[All Around the Moon by Jules Verne]@TWC D-Link bookAll Around the Moon CHAPTER VI 9/13
"No matter! I wish we were there now! Wouldn't it be jolly, dear boys, to have old Mother Earth for our Moon, to see her always on our sky, never rising, never setting, never undergoing any change except from New Earth to Last Quarter! Would not it be fun to trace the shape of our great Oceans and Continents, and to say: 'there is the Mediterranean! there is China! there is the gulf of Mexico! there is the white line of the Rocky Mountains where old Marston is watching for us with his big telescope!' Then we should see every line, and brightness, and shadow fade away by degrees, as she came nearer and nearer to the Sun, until at last she sat completely lost in his dazzling rays! But--by the way--Barbican, are there any eclipses in the Moon ?" "O yes; solar eclipses" replied Barbican, "must always occur whenever the centres of the three heavenly bodies are in the same line, the Earth occupying the middle place.

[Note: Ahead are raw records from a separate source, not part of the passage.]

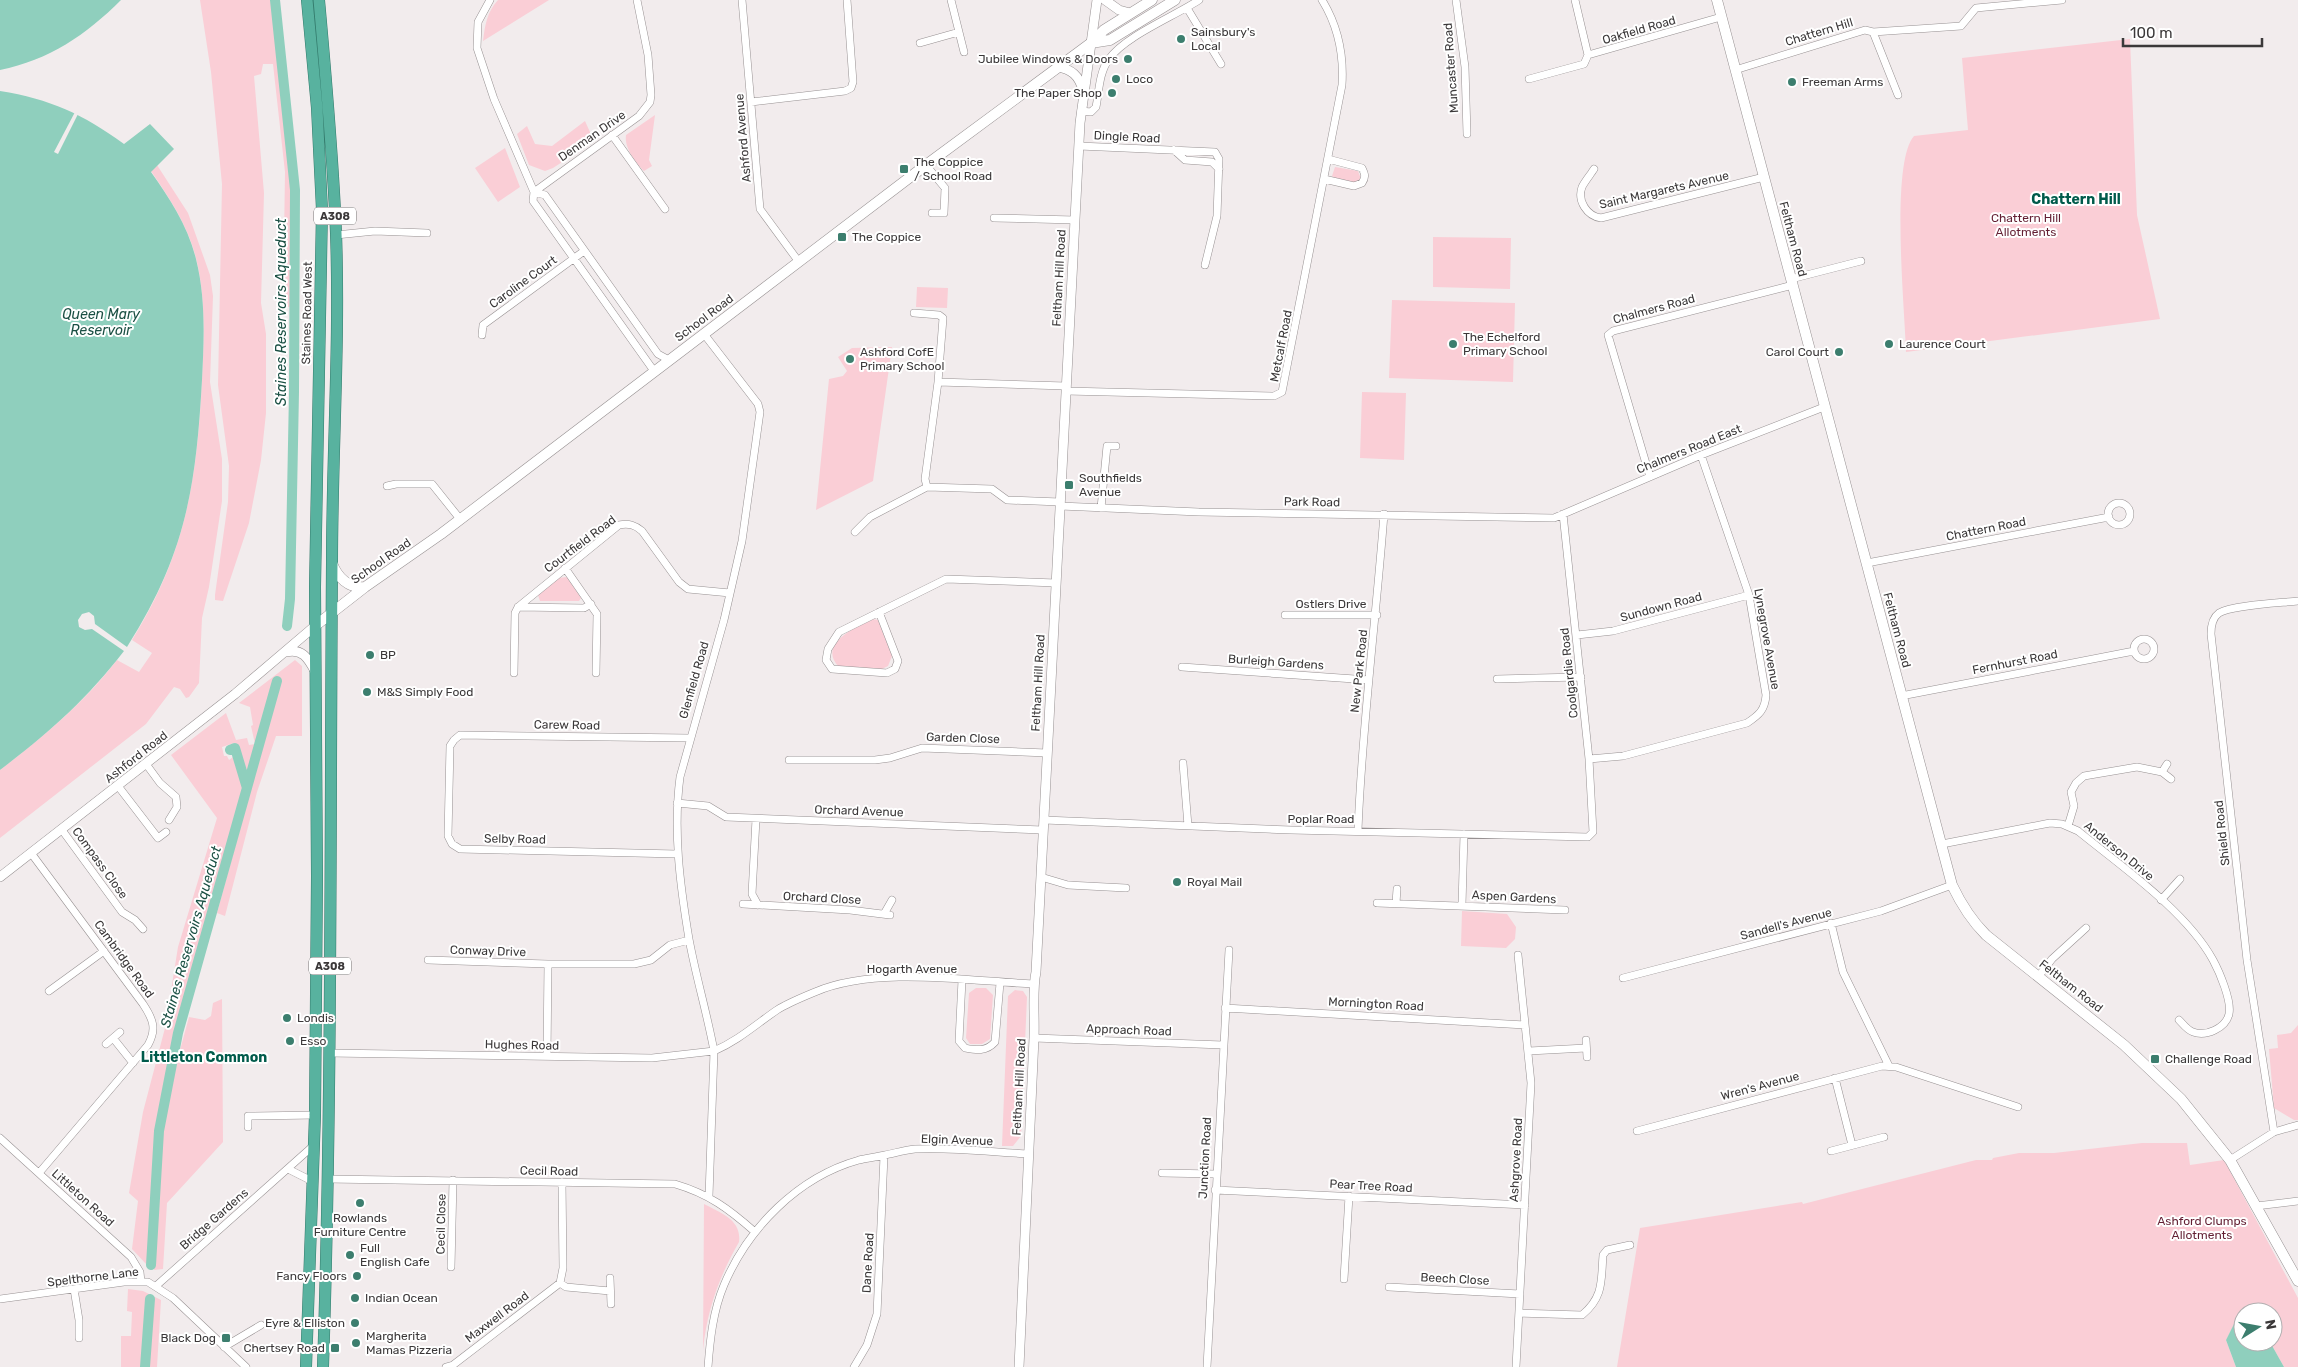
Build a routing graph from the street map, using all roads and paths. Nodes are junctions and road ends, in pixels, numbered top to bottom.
1 (307, 0) edge
2 (319, 0) edge
3 (490, 0) edge
4 (637, 0) edge
5 (742, 0) edge
6 (846, 0) edge
7 (951, 0) edge
8 (1097, 0) edge
9 (1104, 0) edge
10 (1152, 0) edge
11 (1175, 0) edge
12 (1200, 0) edge
13 (1322, 0) edge
14 (1456, 0) edge
15 (1575, 0) edge
16 (1716, 0) edge
17 (2062, 0) edge
18 (1187, 8) junction
19 (1130, 13) junction
20 (1721, 17) junction
21 (959, 32) junction
22 (1873, 32) junction
23 (920, 43) dead end
24 (1091, 43) junction
25 (964, 52) dead end
26 (1588, 55) junction
27 (1221, 64) dead end
28 (1057, 67) junction
29 (1735, 70) junction
30 (1529, 79) dead end
31 (1898, 95) dead end
32 (1084, 96) junction
33 (751, 102) junction
34 (1081, 111) junction
35 (1467, 134) dead end
36 (612, 135) junction
37 (1079, 146) junction
38 (1328, 159) junction
39 (926, 165) junction
40 (1594, 169) dead end
41 (1764, 177) junction
42 (1324, 179) junction
43 (534, 192) junction
44 (665, 208) dead end
45 (932, 212) dead end
46 (994, 218) dead end
47 (1075, 220) junction
48 (427, 233) dead end
49 (336, 236) junction
50 (584, 252) junction
51 (576, 258) junction
52 (1861, 261) dead end
53 (799, 262) junction
54 (1205, 265) dead end
55 (1792, 282) junction
56 (914, 313) dead end
57 (482, 334) dead end
58 (704, 334) junction
59 (669, 360) junction
60 (654, 371) junction
61 (938, 382) junction
62 (1066, 389) junction
63 (1824, 407) junction
64 (1116, 446) dead end
65 (1702, 455) junction
66 (1650, 477) junction
67 (387, 486) dead end
68 (926, 487) junction
69 (1060, 504) junction
70 (1101, 508) junction
71 (1384, 514) junction
72 (1563, 514) junction
73 (2109, 517) dead end
74 (460, 519) junction
75 (855, 532) dead end
76 (332, 562) junction
77 (1867, 562) junction
78 (565, 568) junction
79 (1056, 583) junction
80 (365, 587) junction
81 (730, 593) junction
82 (1749, 595) junction
83 (2298, 601) edge
84 (591, 604) junction
85 (518, 607) junction
86 (332, 612) junction
87 (879, 612) junction
88 (1285, 615) dead end
89 (1377, 615) junction
90 (315, 626) junction
91 (1577, 635) junction
92 (2134, 651) dead end
93 (284, 652) junction
94 (1182, 667) dead end
95 (316, 671) junction
96 (514, 673) dead end
97 (596, 673) dead end
98 (1581, 677) junction
99 (1497, 679) dead end
100 (1370, 680) junction
101 (1901, 696) junction
102 (690, 738) junction
103 (450, 746) joint
104 (1047, 753) junction
105 (1589, 759) junction
106 (789, 760) dead end
107 (1183, 763) dead end
108 (146, 764) junction
109 (2167, 764) dead end
110 (2162, 772) junction
111 (2171, 779) dead end
112 (118, 786) junction
113 (677, 803) junction
114 (756, 819) junction
115 (169, 820) dead end
116 (1044, 820) junction
117 (1188, 826) junction
118 (2068, 826) junction
119 (1593, 829) joint
120 (62, 830) junction
121 (1043, 830) junction
122 (1358, 830) junction
123 (166, 832) dead end
124 (1464, 834) junction
125 (1942, 844) junction
126 (31, 853) junction
127 (677, 854) junction
128 (0, 877) edge
129 (1041, 877) junction
130 (2180, 879) dead end
131 (1952, 884) junction
132 (1126, 888) dead end
133 (1397, 889) dead end
134 (892, 900) dead end
135 (2161, 900) junction
136 (1377, 902) dead end
137 (1396, 903) junction
138 (743, 904) dead end
139 (758, 906) junction
140 (1462, 906) junction
141 (1565, 910) dead end
142 (1831, 923) junction
143 (2086, 928) dead end
144 (143, 929) dead end
145 (689, 940) junction
146 (1229, 950) dead end
147 (104, 951) junction
148 (1518, 955) dead end
149 (428, 960) dead end
150 (548, 964) junction
151 (2038, 977) junction
152 (1622, 978) dead end
153 (962, 980) junction
154 (1000, 983) junction
155 (1034, 984) junction
156 (49, 990) dead end
157 (1225, 1008) junction
158 (2179, 1020) dead end
159 (1525, 1025) junction
160 (120, 1032) dead end
161 (113, 1038) junction
162 (1034, 1038) junction
163 (106, 1044) dead end
164 (1223, 1045) junction
165 (714, 1050) junction
166 (1528, 1051) junction
167 (329, 1053) junction
168 (547, 1056) junction
169 (1587, 1057) dead end
170 (133, 1063) junction
171 (1889, 1066) junction
172 (1835, 1078) junction
173 (2018, 1107) dead end
174 (315, 1115) junction
175 (2298, 1125) edge
176 (248, 1127) dead end
177 (1637, 1131) dead end
178 (2274, 1132) junction
179 (0, 1138) edge
180 (1884, 1138) dead end
181 (314, 1145) junction
182 (1852, 1145) junction
183 (1831, 1151) dead end
184 (1029, 1154) junction
185 (884, 1156) junction
186 (2230, 1160) junction
187 (288, 1169) junction
188 (39, 1173) junction
189 (1162, 1173) dead end
190 (1216, 1174) junction
191 (327, 1179) junction
192 (453, 1180) junction
193 (562, 1182) junction
194 (313, 1185) junction
195 (1215, 1190) junction
196 (709, 1196) junction
197 (1349, 1196) junction
198 (2298, 1201) edge
199 (1525, 1205) junction
200 (2256, 1206) junction
201 (755, 1232) junction
202 (1630, 1245) dead end
203 (451, 1267) dead end
204 (610, 1278) dead end
205 (1344, 1279) dead end
206 (2298, 1281) edge
207 (141, 1282) junction
208 (560, 1283) junction
209 (156, 1286) junction
210 (1389, 1287) dead end
211 (74, 1290) junction
212 (610, 1291) junction
213 (1520, 1294) junction
214 (0, 1299) edge
215 (611, 1304) dead end
216 (1520, 1313) junction
217 (261, 1325) dead end
218 (79, 1338) dead end
219 (224, 1347) junction
220 (246, 1367) edge
221 (306, 1367) edge
222 (323, 1367) edge
223 (446, 1367) edge
224 (708, 1367) edge
225 (854, 1367) edge
226 (1019, 1367) edge
227 (1206, 1367) edge
228 (1516, 1367) edge

1 - 90 highway, Staines Road West / A308
2 - 49 highway, A308
3 - 43 street
4 - 36 street, Denman Drive
5 - 33 street, Ashford Avenue
6 - 33 street
7 - 21 street
8 - 24 street, Feltham Hill Road
9 - 19 street
10 - 19 main road
11 - 24 main road
12 - 18 street
13 - 38 street, Metcalf Road
14 - 35 street, Muncaster Road
15 - 26 street, Oakfield Road
16 - 20 main road, Feltham Road
17 - 22 street, Chattern Hill
18 - 27 street
18 - 34 street
19 - 24 main road
20 - 26 street, Oakfield Road
20 - 29 main road, Feltham Road
21 - 23 street
21 - 25 street
22 - 29 street, Chattern Hill
22 - 31 street
24 - 28 main road, School Road
24 - 32 street, Feltham Hill Road
26 - 30 street
28 - 32 street
28 - 39 main road, School Road
29 - 41 main road, Feltham Road
32 - 34 street, Feltham Hill Road
33 - 53 street, Ashford Avenue
34 - 37 street, Feltham Hill Road
36 - 43 street, Denman Drive
36 - 44 street
37 - 47 street, Feltham Hill Road
37 - 54 street, Dingle Road
38 - 42 street, Metcalf Road
38 - 42 street
39 - 45 street
39 - 53 main road, School Road
40 - 41 street, Saint Margarets Avenue
41 - 55 main road, Feltham Road
42 - 62 street, Metcalf Road
43 - 50 street
43 - 51 street
46 - 47 street
47 - 62 street, Feltham Hill Road
48 - 49 street
49 - 76 highway, A308
50 - 51 street, Caroline Court
50 - 59 street
51 - 57 street, Caroline Court
51 - 60 street
52 - 55 street
53 - 58 main road, School Road
55 - 63 main road, Feltham Road
55 - 66 street, Chalmers Road
56 - 61 street
58 - 59 main road, School Road
58 - 81 street, Glenfield Road
59 - 60 main road, School Road
60 - 74 main road, School Road
61 - 62 street
61 - 68 street
62 - 69 street, Feltham Hill Road
63 - 65 street, Chalmers Road East
63 - 77 main road, Feltham Road
64 - 70 street
65 - 66 street, Chalmers Road East
65 - 82 street, Lynegrove Avenue
66 - 72 street, Chalmers Road East
67 - 74 street
68 - 69 street
68 - 75 street
69 - 70 street, Park Road
69 - 79 street, Feltham Hill Road
70 - 71 street, Park Road
71 - 72 street, Park Road
71 - 89 street, New Park Road
72 - 91 street, Coolgardie Road
73 - 77 street, Chattern Road
74 - 80 main road, School Road
76 - 80 main road
76 - 86 highway, A308
77 - 101 main road, Feltham Road
78 - 81 street, Courtfield Road
78 - 84 street
78 - 85 street, Courtfield Road
79 - 87 street
79 - 104 street, Feltham Hill Road
80 - 86 main road, School Road
81 - 102 street, Glenfield Road
82 - 91 street, Sundown Road
82 - 105 street, Lynegrove Avenue
83 - 178 street, Shield Road
84 - 85 street
84 - 97 street
85 - 96 street
86 - 90 main road, School Road
86 - 167 highway, A308
87 - 87 street
88 - 89 street, Ostlers Drive
89 - 100 street, New Park Road
90 - 93 street, Ashford Road
90 - 95 highway, A308
91 - 98 street, Coolgardie Road
92 - 101 street, Fernhurst Road
93 - 95 street
93 - 108 street, Ashford Road
94 - 100 street, Burleigh Gardens
95 - 174 highway, A308
98 - 99 street
98 - 105 street, Coolgardie Road
100 - 122 street, New Park Road
101 - 125 main road, Feltham Road
102 - 103 street, Carew Road
102 - 113 street, Glenfield Road
103 - 127 street, Selby Road
104 - 106 street, Garden Close
104 - 116 street, Feltham Hill Road
105 - 119 street, Coolgardie Road
107 - 117 street
108 - 112 street, Ashford Road
108 - 115 street
109 - 110 street
110 - 111 street
110 - 118 street
112 - 120 street, Ashford Road
112 - 123 street
113 - 114 street, Orchard Avenue
113 - 127 street, Glenfield Road
114 - 121 street, Orchard Avenue
114 - 139 street
116 - 117 street, Poplar Road
116 - 121 street, Feltham Hill Road
117 - 122 street, Poplar Road
118 - 125 street, Anderson Drive
118 - 135 street, Anderson Drive
119 - 124 street, Poplar Road
120 - 126 street, Ashford Road
120 - 144 street, Compass Close
121 - 129 street, Feltham Hill Road
122 - 124 street, Poplar Road
124 - 140 street, Aspen Gardens
125 - 131 main road, Feltham Road
126 - 128 street, Ashford Road
126 - 147 street, Cambridge Road
127 - 145 street, Glenfield Road
129 - 132 street
129 - 155 street, Feltham Hill Road
130 - 135 street
131 - 142 street, Sandell's Avenue
131 - 151 main road, Feltham Road
133 - 137 street
134 - 139 street, Orchard Close
135 - 158 street, Anderson Drive
136 - 137 street, Aspen Gardens
137 - 140 street, Aspen Gardens
138 - 139 street, Orchard Close
140 - 141 street, Aspen Gardens
142 - 152 street, Sandell's Avenue
142 - 171 street
143 - 151 street
145 - 150 street, Conway Drive
145 - 165 street, Glenfield Road
146 - 157 street, Junction Road
147 - 156 street
147 - 170 street, Cambridge Road
148 - 159 street, Ashgrove Road
149 - 150 street, Conway Drive
150 - 168 street
151 - 186 main road, Feltham Road
153 - 154 street, Hogarth Avenue
153 - 154 street
153 - 165 street, Hogarth Avenue
154 - 155 street, Hogarth Avenue
155 - 162 street, Feltham Hill Road
157 - 159 street, Mornington Road
157 - 164 street, Junction Road
159 - 166 street, Ashgrove Road
160 - 161 street
161 - 163 street
161 - 170 street
162 - 164 street, Approach Road
162 - 184 street, Feltham Hill Road
164 - 190 street, Junction Road
165 - 168 street, Hughes Road
165 - 196 street
166 - 169 street
166 - 199 street, Ashgrove Road
167 - 168 street, Hughes Road
167 - 191 highway, A308
170 - 188 street, Cambridge Road
171 - 172 street, Wren's Avenue
171 - 173 street, Wren's Avenue
172 - 177 street, Wren's Avenue
172 - 182 street
174 - 176 street
174 - 181 highway, A308
175 - 178 street
178 - 186 street
179 - 188 street, Littleton Road
180 - 182 street
181 - 187 street, Bridge Gardens
181 - 194 highway, A308
182 - 183 street
184 - 185 street, Elgin Avenue
184 - 226 street, Feltham Hill Road
185 - 201 street, Elgin Avenue
185 - 225 street, Dane Road
186 - 200 main road
187 - 194 street
187 - 209 street, Bridge Gardens
188 - 207 street, Littleton Road
189 - 190 street
190 - 195 street, Junction Road
191 - 192 street, Cecil Road
191 - 222 highway, A308
192 - 193 street, Cecil Road
192 - 203 street, Cecil Close
193 - 196 street, Cecil Road
193 - 208 street
194 - 221 highway, A308
195 - 197 street, Pear Tree Road
195 - 227 street, Junction Road
196 - 201 street, Cecil Road
197 - 199 street, Pear Tree Road
197 - 205 street
198 - 200 street
199 - 213 street, Ashgrove Road
200 - 206 main road
201 - 224 street, Elgin Avenue
202 - 216 street
204 - 212 street
207 - 209 street, Spelthorne Lane
207 - 211 street, Spelthorne Lane
208 - 212 street
208 - 223 street, Maxwell Road
209 - 219 street, Spelthorne Lane
210 - 213 street, Beech Close
211 - 214 street, Spelthorne Lane
211 - 218 street
212 - 215 street
213 - 216 street, Ashgrove Road
216 - 228 street, Ashgrove Road
217 - 219 street
219 - 220 street, Spelthorne Lane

However, such eclipses must always be annular, as the Earth, projected like a screen on the solar disc, allows more than half of the Sun to be still visible." "How is that ?" asked M'Nicholl, "no total eclipses in the Moon? Surely the cone of the Earth's shadow must extend far enough to envelop her surface ?" "It does reach her, in one sense," replied Barbican, "but it does not in another.
Remember the great refraction of the solar rays that must be produced by the Earth's atmosphere.
It is easy to show that this refraction prevents the Sun from ever being totally invisible.
See here!" he continued, pulling out his tablets, "Let _a_ represent the horizontal parallax, and _b_ the half of the Sun's apparent diameter--" "Ouch!" cried the Frenchman, making a wry face, "here comes Mr._x_ square riding to the mischief on a pair of double zeros again! Talk English, or Yankee, or Dutch, or Greek, and I'm your man! Even a little Arabic I can digest! But hang me, if I can endure your Algebra!" "Well then, talking Yankee," replied Barbican with a smile, "the mean distance of the Moon from the Earth being sixty terrestrial radii, the length of the conic shadow, in consequence of atmospheric refraction, is reduced to less than forty-two radii.